Wednesday, November 21, 2007

U.S. growth seen easing into 2008, rate cut in Q1

NEW YORK, Nov 21 (Reuters) - U.S. economic growth is expected to have slowed sharply in the last three months of this year and the Federal Reserve is expected to cut rates by a quarter point in early 2008 and then hold them steady for the next year, a Reuters poll showed on Wednesday.

A prolonged housing slump, high oil prices and renewed tensions in credit markets have pushed up the chance of a recession in the next twelve months to 35 percent from 30 percent in last month's poll.

The survey taken November 15-21 showed gross domestic product growth slowing to an annualised 1.4 percent in the fourth quarter, compared with 1.7 percent in October's poll.
Economists expect GDP to grow 2.3 percent in 2007, up from the 2.2 percent forecast last month. However, they see growth cooling to 2.2 percent in 2008, lower than the 2.4 percent seen last month.
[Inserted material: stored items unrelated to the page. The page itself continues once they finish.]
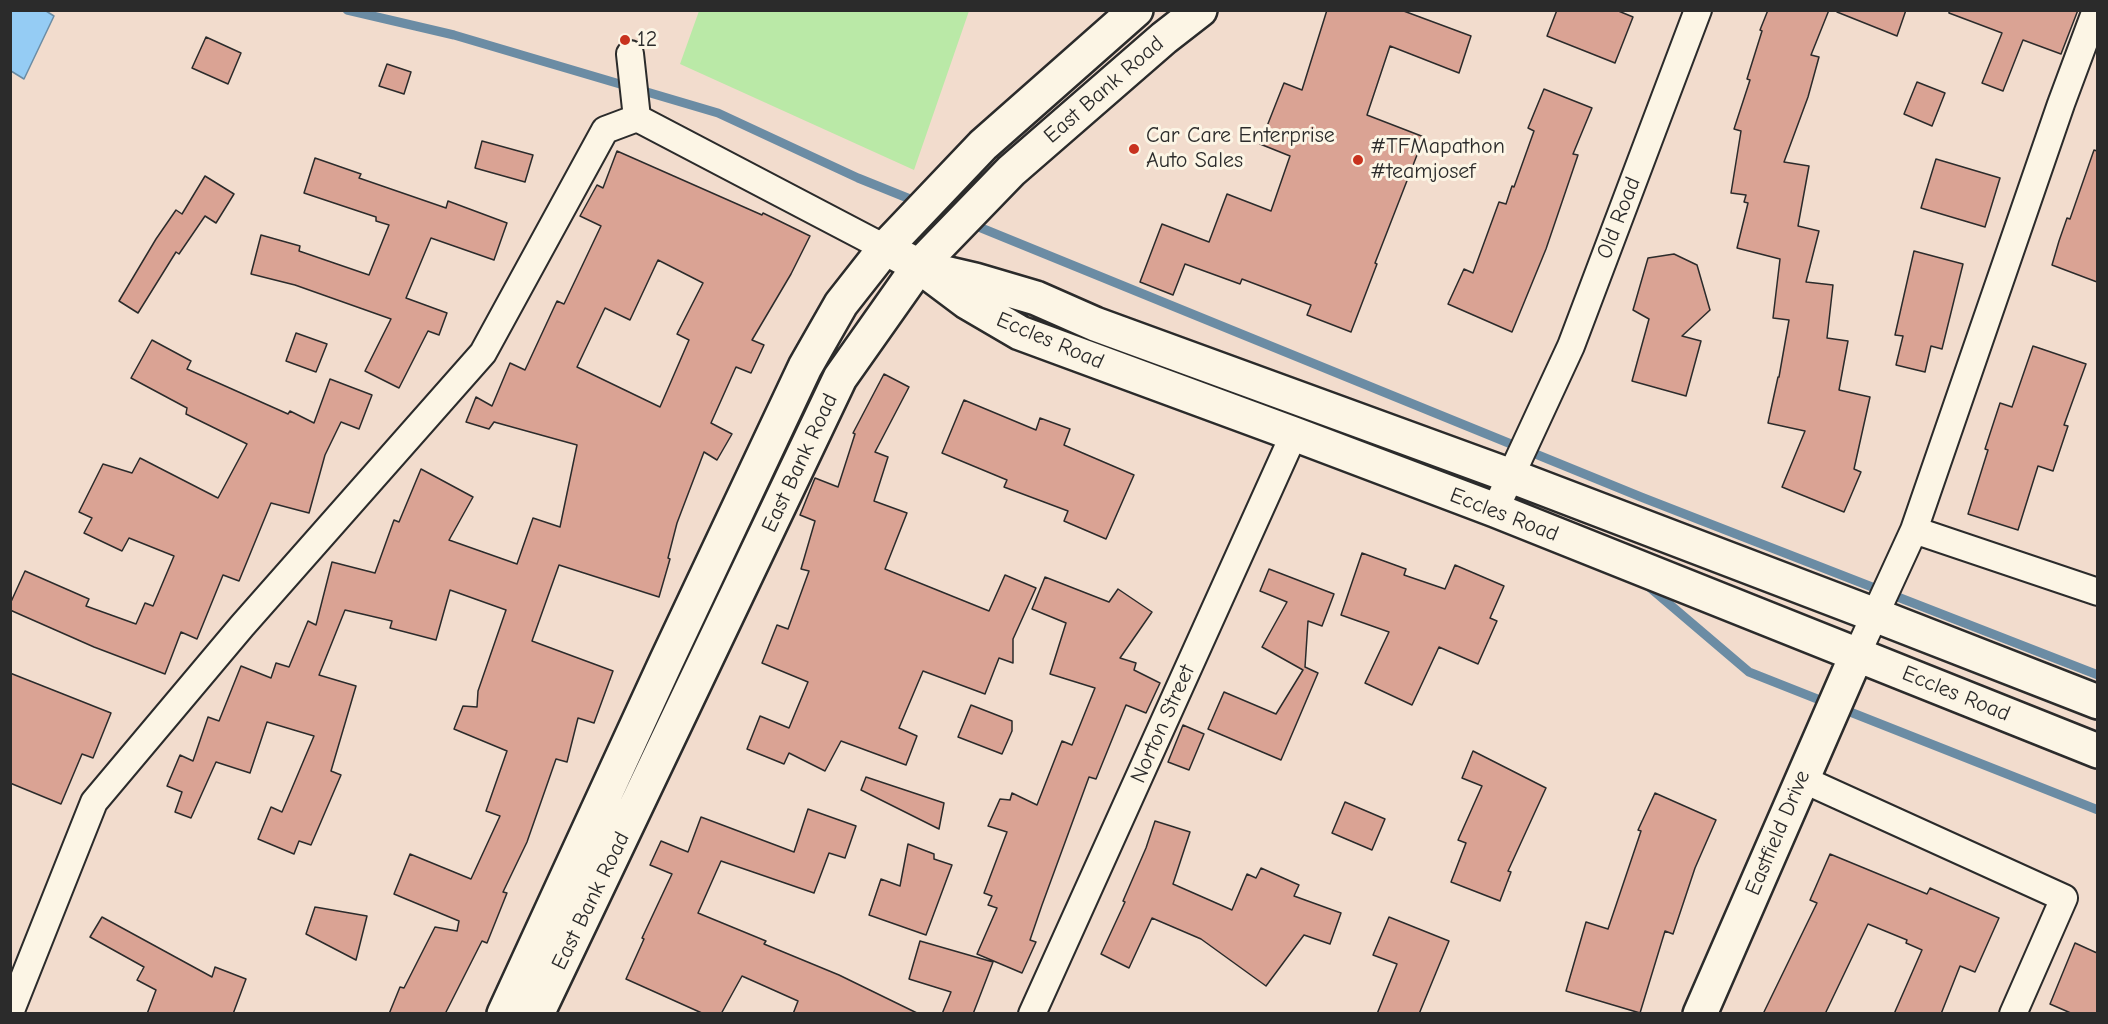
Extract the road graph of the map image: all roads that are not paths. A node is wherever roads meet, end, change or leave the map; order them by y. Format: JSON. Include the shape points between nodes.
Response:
{"nodes":[{"id":1,"x":1136,"y":10,"type":"edge"},
{"id":2,"x":1200,"y":10,"type":"edge"},
{"id":3,"x":1698,"y":10,"type":"edge"},
{"id":4,"x":2096,"y":10,"type":"edge"},
{"id":5,"x":630,"y":54,"type":"dead end"},
{"id":6,"x":637,"y":118,"type":"junction"},
{"id":7,"x":885,"y":248,"type":"junction"},
{"id":8,"x":929,"y":256,"type":"junction"},
{"id":9,"x":1294,"y":434,"type":"junction"},
{"id":10,"x":1514,"y":468,"type":"junction"},
{"id":11,"x":1495,"y":510,"type":"junction"},
{"id":12,"x":1914,"y":530,"type":"junction"},
{"id":13,"x":2097,"y":592,"type":"edge"},
{"id":14,"x":1878,"y":608,"type":"junction"},
{"id":15,"x":1850,"y":668,"type":"junction"},
{"id":16,"x":2097,"y":702,"type":"edge"},
{"id":17,"x":2097,"y":751,"type":"edge"},
{"id":18,"x":1802,"y":779,"type":"junction"},
{"id":19,"x":10,"y":1012,"type":"edge"},
{"id":20,"x":504,"y":1014,"type":"edge"},
{"id":21,"x":537,"y":1014,"type":"edge"},
{"id":22,"x":1032,"y":1014,"type":"edge"},
{"id":23,"x":1700,"y":1014,"type":"edge"},
{"id":24,"x":2013,"y":1014,"type":"edge"}],
"edges":[{"from":1,"to":7,"type":"street","name":"East Bank Road","via":[[982,145]]},
{"from":2,"to":8,"type":"street","name":"East Bank Road","via":[[1011,171]]},
{"from":3,"to":10,"type":"street","name":"Old Road","via":[[1570,346]]},
{"from":4,"to":12,"type":"street"},
{"from":5,"to":6,"type":"street"},
{"from":6,"to":7,"type":"street"},
{"from":6,"to":19,"type":"street","via":[[605,130],[483,353],[242,626],[94,802]]},
{"from":7,"to":8,"type":"street","name":"Eccles Road"},
{"from":7,"to":20,"type":"street","name":"East Bank Road","via":[[841,304],[805,368]]},
{"from":8,"to":9,"type":"street","name":"Eccles Road","via":[[967,302],[1020,333]]},
{"from":8,"to":10,"type":"street","name":"Eccles Road","via":[[975,280],[1036,298],[1095,324]]},
{"from":8,"to":21,"type":"street","name":"East Bank Road","via":[[840,378]]},
{"from":9,"to":11,"type":"street","name":"Eccles Road"},
{"from":9,"to":22,"type":"street","name":"Norton Street"},
{"from":10,"to":11,"type":"street","name":"Old Road"},
{"from":10,"to":14,"type":"street","name":"Eccles Road"},
{"from":11,"to":15,"type":"street","name":"Eccles Road"},
{"from":12,"to":13,"type":"street"},
{"from":12,"to":14,"type":"street"},
{"from":14,"to":15,"type":"street"},
{"from":14,"to":16,"type":"street","name":"Eccles Road"},
{"from":15,"to":17,"type":"street","name":"Eccles Road"},
{"from":15,"to":18,"type":"street","name":"Eastfield Drive"},
{"from":18,"to":23,"type":"street","name":"Eastfield Drive"},
{"from":18,"to":24,"type":"street","via":[[2064,898]]}]}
"The housing sector should continue to weigh on the U.S. economy over the coming quarters," said Michael Englund at Action Economics.

"But the ex-housing economy continues to show a remarkable resilience to weakness in housing and we expect this to continue well into 2008," he said.

The growth projections for 2008 were made before the slightly more optimistic forecasts of the Federal Reserve, which on Tuesday released new three-year projections showing it expected growth in 2008 between 1.8 percent and 2.5 percent. This was sharply down from the 2.5 percent to 2.75 percent forecast in June.

"Renewed stress in capital markets and the surge higher in oil prices underscore downside growth risks," said Ethan Harris, chief economist at Lehman Brothers.

Since September the Fed has cut its benchmark federal funds rate by a cumulative 75 basis points to 4.5 percent to limit the fallout from financial turmoil stemming from losses in the U.S. mortgage market.

Median forecasts for fed funds are for a quarter percentage point cut in the first quarter of 2008 quarter and then holding at 4.25 percent until the first quarter of 2009.

Interest rate futures showed a 92 percent chance that the Fed will cut interest rates by a quarter point to 4.25 percent on December 11. That was up from as low as 70 percent earlier in the day.

Analysts are less certain than markets about the outlook for rates. Thirty-six of 81 predict a rate cut in December, with the other 45 forecasting no change .
Meanwhile, the outlook for inflation looks benign.
Core inflation, as measured by the consumer price index excluding food and energy costs, was forecast at 2.3 percent this year and falling to 2.1 percent in 2008.
The Fed forecast the price index for core personal consumption expenditures at 1.8 to 1.9 percent in 2007 and 1.7 to 1.9 percent in 2008.